January 01, 2012 at 1:01pm
We used to condemn regimes where people just disappeared, into the prisons of dictatorships. Now, the US has made it legal with the NDAA and Patriot acts.

These laws effectively change the constitution, and should be declared invalid for this reason.

Such laws are used to restrict free speech. So many people think that political opinions different from their own are anti American, when just the opposite is true. A democrat's opinion may be different from a republican's, but the purpose of our free speech is to ensure that we can openly discuss our own dreams for the america that we want.

We can not have governments acting in secret so we as voters do not know enough to exercise our right to move our country toward what we think is better.

Today there is altogether too much government secrecy and much of it is for reasons other than protecting america from harm.
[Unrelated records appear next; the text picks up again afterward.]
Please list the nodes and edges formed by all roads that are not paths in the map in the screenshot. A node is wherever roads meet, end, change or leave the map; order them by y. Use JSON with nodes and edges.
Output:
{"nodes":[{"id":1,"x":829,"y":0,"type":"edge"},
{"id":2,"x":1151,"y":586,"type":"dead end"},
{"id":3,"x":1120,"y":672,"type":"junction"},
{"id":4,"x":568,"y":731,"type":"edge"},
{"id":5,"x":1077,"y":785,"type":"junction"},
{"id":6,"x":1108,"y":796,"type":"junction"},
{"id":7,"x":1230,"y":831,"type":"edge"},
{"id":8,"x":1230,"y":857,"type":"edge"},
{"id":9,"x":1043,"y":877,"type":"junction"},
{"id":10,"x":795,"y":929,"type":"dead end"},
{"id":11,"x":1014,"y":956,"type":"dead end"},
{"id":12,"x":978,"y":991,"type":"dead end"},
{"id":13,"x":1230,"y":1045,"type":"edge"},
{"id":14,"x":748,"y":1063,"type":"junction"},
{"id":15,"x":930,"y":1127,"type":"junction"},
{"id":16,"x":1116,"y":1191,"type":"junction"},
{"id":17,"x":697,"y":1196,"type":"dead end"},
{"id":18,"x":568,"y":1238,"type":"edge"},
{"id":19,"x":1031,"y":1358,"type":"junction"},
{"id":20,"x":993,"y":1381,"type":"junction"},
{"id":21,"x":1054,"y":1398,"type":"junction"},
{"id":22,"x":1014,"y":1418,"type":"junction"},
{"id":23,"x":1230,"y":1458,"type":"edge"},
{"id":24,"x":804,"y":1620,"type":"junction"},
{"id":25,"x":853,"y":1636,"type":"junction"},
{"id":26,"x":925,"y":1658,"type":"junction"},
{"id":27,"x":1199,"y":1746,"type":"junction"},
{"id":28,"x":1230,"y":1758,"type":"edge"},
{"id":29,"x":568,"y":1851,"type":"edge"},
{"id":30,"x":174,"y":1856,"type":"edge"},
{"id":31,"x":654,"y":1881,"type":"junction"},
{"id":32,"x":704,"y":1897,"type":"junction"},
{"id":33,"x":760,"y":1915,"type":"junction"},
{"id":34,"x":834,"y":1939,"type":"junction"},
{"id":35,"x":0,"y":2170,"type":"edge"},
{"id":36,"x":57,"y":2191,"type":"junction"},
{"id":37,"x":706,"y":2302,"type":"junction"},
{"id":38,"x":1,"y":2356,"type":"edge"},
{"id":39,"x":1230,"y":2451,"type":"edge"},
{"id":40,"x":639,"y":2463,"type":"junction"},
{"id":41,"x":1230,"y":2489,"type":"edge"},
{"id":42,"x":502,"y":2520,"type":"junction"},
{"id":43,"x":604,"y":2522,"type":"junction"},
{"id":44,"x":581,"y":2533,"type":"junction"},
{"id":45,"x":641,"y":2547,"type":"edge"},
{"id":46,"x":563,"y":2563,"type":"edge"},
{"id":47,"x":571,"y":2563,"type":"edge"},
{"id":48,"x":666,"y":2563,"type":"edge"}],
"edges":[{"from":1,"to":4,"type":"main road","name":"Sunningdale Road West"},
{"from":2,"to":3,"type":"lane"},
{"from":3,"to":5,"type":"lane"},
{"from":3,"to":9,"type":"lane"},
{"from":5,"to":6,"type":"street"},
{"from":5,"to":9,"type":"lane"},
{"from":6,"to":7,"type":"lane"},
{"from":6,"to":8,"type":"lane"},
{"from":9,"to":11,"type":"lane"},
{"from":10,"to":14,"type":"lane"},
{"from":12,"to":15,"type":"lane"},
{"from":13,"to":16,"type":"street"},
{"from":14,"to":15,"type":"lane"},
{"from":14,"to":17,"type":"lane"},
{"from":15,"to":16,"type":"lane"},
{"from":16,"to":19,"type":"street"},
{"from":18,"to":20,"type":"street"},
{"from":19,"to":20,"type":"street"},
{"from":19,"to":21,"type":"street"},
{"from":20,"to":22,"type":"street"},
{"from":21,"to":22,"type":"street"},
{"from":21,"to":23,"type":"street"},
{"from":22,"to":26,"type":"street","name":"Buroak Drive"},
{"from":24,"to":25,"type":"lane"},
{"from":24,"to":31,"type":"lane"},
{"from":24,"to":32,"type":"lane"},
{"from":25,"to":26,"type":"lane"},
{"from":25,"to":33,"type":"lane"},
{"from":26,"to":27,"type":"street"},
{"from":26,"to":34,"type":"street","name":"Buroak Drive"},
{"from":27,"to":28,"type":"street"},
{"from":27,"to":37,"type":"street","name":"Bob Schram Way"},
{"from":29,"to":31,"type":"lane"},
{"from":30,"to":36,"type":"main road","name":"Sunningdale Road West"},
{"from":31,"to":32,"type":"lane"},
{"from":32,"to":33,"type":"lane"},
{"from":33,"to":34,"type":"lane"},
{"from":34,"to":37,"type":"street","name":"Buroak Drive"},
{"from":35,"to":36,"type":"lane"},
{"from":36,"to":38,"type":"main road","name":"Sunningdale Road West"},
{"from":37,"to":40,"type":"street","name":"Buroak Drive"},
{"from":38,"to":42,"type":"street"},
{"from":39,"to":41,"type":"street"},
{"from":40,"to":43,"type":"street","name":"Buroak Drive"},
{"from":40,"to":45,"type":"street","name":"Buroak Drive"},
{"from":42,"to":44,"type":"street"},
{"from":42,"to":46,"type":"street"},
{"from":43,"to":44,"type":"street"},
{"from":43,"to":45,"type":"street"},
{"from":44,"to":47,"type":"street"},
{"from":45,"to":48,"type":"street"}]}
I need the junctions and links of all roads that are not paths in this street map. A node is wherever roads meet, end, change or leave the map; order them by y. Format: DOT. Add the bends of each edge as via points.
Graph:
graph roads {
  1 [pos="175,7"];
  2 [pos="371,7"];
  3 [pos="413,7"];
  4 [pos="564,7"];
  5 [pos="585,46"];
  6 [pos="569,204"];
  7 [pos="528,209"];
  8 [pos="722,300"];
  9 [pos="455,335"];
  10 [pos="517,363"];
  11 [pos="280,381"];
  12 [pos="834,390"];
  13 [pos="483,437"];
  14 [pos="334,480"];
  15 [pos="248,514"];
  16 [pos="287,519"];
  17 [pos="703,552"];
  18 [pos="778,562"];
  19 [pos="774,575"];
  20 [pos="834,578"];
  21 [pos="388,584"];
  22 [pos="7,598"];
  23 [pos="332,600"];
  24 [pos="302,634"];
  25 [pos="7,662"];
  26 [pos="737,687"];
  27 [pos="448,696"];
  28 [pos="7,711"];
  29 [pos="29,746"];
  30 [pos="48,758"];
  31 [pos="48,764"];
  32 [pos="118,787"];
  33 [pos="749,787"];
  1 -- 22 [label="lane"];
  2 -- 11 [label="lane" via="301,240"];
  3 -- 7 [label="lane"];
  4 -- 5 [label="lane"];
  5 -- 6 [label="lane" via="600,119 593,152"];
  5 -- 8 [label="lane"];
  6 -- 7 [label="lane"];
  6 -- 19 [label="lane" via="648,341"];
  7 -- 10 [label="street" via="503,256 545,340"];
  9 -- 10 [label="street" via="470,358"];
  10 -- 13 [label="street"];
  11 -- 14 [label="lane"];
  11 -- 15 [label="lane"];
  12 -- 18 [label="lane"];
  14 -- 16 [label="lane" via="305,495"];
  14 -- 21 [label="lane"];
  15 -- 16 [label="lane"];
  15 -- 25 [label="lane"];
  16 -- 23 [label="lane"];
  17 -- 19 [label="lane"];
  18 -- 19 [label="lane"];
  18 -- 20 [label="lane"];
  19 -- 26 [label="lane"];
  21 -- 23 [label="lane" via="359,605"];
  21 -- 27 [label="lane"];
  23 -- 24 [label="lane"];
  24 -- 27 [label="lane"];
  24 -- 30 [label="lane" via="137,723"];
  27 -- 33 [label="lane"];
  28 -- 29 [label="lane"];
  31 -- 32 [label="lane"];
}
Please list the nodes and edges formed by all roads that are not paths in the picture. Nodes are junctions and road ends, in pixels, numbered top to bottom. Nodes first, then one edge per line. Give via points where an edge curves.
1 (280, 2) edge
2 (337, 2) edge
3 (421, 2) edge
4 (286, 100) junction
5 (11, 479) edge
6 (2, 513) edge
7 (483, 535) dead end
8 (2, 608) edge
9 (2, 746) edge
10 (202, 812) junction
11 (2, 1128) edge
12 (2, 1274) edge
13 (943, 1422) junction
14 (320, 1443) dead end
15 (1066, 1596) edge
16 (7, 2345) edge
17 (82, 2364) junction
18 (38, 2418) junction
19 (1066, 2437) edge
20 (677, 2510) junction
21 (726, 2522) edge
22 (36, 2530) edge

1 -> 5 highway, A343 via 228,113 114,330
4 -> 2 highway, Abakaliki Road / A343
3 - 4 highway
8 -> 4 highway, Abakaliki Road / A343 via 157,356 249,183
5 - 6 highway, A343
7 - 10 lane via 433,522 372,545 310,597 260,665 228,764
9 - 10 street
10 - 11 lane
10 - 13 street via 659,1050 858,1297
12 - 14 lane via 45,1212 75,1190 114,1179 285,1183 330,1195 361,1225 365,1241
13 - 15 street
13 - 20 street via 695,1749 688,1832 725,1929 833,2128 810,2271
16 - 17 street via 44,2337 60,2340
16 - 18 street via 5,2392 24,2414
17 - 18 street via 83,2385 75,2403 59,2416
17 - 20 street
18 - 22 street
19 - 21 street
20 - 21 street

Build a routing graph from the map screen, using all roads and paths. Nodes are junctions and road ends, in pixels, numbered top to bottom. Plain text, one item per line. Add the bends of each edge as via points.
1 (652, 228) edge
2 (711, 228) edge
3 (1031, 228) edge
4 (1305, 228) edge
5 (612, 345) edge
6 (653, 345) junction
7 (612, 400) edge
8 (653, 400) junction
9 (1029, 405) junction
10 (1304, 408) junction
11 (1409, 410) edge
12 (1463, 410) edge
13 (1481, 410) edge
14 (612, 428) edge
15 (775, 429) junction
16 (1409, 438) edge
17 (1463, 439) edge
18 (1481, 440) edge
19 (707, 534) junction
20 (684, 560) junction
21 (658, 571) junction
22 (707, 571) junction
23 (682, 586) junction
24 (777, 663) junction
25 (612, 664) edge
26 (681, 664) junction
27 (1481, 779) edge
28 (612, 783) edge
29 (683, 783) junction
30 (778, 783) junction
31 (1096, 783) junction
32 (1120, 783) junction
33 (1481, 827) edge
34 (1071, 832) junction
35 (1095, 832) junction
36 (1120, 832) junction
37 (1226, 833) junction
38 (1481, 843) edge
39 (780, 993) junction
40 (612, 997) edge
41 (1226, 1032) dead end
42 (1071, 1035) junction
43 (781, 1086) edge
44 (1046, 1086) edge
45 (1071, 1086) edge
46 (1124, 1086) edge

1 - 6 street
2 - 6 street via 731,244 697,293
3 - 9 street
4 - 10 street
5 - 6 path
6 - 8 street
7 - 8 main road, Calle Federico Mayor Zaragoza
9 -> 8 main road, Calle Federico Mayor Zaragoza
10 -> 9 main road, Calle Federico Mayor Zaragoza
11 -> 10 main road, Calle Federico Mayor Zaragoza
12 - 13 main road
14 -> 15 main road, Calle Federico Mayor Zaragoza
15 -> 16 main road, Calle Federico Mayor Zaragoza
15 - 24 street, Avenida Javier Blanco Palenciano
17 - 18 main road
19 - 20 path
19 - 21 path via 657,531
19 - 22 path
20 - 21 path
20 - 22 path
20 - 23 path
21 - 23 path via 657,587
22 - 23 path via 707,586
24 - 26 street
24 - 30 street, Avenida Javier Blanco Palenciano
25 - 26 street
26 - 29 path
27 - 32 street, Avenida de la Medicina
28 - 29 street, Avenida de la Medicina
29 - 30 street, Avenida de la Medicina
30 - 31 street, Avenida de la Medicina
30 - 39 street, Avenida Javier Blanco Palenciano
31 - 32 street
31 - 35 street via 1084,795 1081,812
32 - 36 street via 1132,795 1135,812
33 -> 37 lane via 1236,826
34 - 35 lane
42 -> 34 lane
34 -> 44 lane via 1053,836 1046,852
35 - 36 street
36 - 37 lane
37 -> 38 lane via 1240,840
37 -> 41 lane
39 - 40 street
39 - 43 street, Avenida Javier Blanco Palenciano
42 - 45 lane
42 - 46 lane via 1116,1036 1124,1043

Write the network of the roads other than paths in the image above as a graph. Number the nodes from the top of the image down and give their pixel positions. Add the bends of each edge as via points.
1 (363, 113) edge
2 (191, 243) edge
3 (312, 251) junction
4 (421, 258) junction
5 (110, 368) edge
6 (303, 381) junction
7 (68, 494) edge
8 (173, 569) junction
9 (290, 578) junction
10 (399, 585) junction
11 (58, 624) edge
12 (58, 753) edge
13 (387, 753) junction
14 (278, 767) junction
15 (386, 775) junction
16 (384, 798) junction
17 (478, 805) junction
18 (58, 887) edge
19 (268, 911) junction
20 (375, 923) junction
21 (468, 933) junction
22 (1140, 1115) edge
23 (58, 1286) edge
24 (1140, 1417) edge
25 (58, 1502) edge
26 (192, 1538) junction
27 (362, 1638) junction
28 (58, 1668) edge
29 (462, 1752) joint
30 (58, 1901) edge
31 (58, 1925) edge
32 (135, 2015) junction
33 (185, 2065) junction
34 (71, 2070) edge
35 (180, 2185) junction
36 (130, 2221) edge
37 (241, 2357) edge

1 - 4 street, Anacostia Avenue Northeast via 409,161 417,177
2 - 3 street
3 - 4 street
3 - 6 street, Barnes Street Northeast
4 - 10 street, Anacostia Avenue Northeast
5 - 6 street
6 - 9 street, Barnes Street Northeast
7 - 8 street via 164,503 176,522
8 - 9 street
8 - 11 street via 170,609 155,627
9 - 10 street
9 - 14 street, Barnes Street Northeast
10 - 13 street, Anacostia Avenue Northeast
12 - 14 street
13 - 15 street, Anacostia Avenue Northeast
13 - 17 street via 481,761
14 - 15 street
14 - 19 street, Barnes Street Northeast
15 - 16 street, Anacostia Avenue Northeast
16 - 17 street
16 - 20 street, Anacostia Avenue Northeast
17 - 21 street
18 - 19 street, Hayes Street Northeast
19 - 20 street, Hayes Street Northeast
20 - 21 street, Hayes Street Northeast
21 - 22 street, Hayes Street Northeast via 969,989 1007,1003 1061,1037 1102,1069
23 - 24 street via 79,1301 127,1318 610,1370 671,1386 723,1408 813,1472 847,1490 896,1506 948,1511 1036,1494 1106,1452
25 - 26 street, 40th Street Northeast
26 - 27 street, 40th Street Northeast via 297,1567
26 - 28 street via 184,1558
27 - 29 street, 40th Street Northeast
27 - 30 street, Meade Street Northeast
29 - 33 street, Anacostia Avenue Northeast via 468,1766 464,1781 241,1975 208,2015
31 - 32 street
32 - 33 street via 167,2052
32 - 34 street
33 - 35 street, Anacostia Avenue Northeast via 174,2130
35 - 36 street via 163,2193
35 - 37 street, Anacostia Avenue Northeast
Secrecy in government is used to keep people ignorant to affect the outcome in the polls, to hide inept government departments from accountability and to protect politicians and bureaucrats from public scrutiny. These are the reasons that Wikileaks is so popular.

People understand that a government has to have some secrets from the people in international matters where information leaks via the people could hurt the country.

The problem today is that secrecy is rampant and far beyond any reasonable justification.

Whatever your view of what America should be, if is not undemocratic for you to want to move your country in a direction that you see as better. Some Americans want a us to be seen as a gentler and more just international citizen. Others want a stronger military presence. Neither of these goals are anti american. Freedom to have and discuss these opinions is what makes America great.
January 02, 2012 at 4:00pm
Everyone who was a part of this bill getting passed should be thrown out of office. I don't care what party they belong to. This bill is unAmerican.
January 02, 2012 at 11:26pm
if they can't do it with the patriot act that speaks volumes. We all know where there is a system people will abuse it. to what extent something it may be abuses is the scary part and this scares me. right on JRB2429
January 03, 2012 at 1:40pm
Mike, it is the HIGHWY TO HELL> It's too bad Nobama is made to live up to what he's throwing at us. He's the biggest threat our country has and I don't care what party you are, you had better wake up. What is it going to take for you to see this blackhearted man who bows to our enemy's leaders, to see he out to take every freedom you and I may have. This is an outrage and i hope 3676 will pass! We all need to write our congressman today. Mine is introducing the bill!
January 03, 2012 at 6:24pm
AMEN! This NDAA is pure crap! You got to wonder what is the mentality of the politicians that come up with this garbage. That's what scares me.